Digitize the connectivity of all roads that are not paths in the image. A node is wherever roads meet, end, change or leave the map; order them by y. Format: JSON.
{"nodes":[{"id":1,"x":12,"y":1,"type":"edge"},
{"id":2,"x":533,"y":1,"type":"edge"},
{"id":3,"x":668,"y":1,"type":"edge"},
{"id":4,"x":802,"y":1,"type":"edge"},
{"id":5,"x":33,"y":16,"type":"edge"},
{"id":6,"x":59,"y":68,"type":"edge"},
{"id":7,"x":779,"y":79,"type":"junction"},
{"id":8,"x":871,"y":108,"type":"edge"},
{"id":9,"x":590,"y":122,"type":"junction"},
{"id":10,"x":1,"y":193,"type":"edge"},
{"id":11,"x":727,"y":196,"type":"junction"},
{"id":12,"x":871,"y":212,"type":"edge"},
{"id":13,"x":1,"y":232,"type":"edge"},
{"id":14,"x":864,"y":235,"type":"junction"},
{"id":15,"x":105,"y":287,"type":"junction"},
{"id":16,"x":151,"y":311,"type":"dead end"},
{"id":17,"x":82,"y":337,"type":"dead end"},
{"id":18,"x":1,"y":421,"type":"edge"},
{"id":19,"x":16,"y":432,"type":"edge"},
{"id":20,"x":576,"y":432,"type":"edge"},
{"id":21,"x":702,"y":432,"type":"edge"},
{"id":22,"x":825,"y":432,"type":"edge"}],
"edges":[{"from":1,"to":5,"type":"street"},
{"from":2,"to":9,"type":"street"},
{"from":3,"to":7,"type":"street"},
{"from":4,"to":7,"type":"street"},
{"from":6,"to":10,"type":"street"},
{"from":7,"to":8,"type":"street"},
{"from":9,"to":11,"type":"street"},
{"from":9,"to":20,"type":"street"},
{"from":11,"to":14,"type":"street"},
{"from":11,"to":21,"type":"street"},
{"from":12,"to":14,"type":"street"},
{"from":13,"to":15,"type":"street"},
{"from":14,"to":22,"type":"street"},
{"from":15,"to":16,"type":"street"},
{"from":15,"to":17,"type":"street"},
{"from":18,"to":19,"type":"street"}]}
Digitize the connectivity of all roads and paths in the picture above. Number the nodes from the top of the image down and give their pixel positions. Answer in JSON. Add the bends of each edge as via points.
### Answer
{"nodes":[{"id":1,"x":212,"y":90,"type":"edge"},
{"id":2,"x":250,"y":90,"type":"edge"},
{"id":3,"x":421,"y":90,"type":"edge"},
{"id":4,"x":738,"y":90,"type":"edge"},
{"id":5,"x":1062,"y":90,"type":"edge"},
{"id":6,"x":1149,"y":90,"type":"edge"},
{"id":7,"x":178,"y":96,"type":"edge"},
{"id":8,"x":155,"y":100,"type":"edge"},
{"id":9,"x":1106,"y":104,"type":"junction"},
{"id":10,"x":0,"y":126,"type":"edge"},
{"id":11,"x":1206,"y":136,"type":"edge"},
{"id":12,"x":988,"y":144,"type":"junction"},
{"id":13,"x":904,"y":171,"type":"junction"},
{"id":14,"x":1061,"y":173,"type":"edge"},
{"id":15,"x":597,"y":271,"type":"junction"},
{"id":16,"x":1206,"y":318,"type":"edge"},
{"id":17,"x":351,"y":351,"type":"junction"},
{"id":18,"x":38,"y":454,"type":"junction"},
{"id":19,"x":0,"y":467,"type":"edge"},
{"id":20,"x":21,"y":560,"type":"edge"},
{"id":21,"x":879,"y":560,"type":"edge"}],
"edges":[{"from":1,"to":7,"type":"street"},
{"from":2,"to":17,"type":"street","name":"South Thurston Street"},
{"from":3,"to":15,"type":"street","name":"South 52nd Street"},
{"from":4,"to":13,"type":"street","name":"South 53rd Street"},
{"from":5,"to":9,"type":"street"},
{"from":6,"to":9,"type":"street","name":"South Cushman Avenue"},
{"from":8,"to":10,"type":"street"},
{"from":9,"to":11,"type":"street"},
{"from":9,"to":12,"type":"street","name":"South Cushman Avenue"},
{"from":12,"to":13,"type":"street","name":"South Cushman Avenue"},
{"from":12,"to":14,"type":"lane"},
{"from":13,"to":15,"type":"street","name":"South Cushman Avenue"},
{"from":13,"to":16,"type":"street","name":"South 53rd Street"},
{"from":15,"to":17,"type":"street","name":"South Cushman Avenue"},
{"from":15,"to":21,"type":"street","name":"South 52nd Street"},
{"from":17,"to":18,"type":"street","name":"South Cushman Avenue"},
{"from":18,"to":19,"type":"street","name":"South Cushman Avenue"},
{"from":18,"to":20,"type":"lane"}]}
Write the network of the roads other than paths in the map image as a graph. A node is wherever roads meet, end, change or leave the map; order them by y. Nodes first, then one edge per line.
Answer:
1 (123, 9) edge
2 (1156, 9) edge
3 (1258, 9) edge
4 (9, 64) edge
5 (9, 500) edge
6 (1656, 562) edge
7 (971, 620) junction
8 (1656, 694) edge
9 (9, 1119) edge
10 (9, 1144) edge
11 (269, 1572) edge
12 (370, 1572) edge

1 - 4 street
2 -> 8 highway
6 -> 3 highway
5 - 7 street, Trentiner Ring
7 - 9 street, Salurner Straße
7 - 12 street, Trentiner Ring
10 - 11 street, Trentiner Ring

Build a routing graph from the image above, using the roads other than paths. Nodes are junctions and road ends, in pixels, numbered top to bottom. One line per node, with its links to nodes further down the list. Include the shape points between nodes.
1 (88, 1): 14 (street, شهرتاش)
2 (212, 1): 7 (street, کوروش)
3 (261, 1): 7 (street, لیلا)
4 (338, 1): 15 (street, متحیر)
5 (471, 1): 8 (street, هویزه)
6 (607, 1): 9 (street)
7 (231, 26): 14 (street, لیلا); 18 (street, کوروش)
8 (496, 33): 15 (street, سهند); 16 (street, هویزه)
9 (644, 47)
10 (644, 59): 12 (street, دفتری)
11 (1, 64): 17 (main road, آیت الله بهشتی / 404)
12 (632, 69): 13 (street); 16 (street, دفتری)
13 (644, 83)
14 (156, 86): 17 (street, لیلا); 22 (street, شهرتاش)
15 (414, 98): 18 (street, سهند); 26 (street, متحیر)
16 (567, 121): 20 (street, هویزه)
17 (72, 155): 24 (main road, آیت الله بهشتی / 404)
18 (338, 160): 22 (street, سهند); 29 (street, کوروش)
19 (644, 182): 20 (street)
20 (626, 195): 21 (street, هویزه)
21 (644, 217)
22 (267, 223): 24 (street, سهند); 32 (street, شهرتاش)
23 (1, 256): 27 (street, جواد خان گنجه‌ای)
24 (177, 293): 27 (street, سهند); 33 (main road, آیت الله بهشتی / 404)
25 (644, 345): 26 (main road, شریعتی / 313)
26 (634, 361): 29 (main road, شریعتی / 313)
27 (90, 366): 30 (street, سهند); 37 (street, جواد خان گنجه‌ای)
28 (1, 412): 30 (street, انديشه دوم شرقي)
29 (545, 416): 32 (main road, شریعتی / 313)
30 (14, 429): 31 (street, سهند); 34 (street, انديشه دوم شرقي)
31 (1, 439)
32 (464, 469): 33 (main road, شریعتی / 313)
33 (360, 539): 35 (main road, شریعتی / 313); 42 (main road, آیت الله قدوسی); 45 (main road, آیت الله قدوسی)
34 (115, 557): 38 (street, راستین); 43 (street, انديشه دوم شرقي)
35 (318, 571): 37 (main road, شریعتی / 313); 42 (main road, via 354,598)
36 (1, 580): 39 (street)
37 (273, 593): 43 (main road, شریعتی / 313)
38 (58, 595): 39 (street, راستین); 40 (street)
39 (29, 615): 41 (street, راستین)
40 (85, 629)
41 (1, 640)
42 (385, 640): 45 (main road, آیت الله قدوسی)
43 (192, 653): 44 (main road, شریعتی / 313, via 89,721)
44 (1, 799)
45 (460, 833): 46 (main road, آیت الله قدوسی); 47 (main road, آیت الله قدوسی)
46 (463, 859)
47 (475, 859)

+ + + + +

▸ Task details:
Look through the entries, and return every line that the word "Ring" appears in.

▸ Worked solution:
5 - 7 street, Trentiner Ring
7 - 12 street, Trentiner Ring
10 - 11 street, Trentiner Ring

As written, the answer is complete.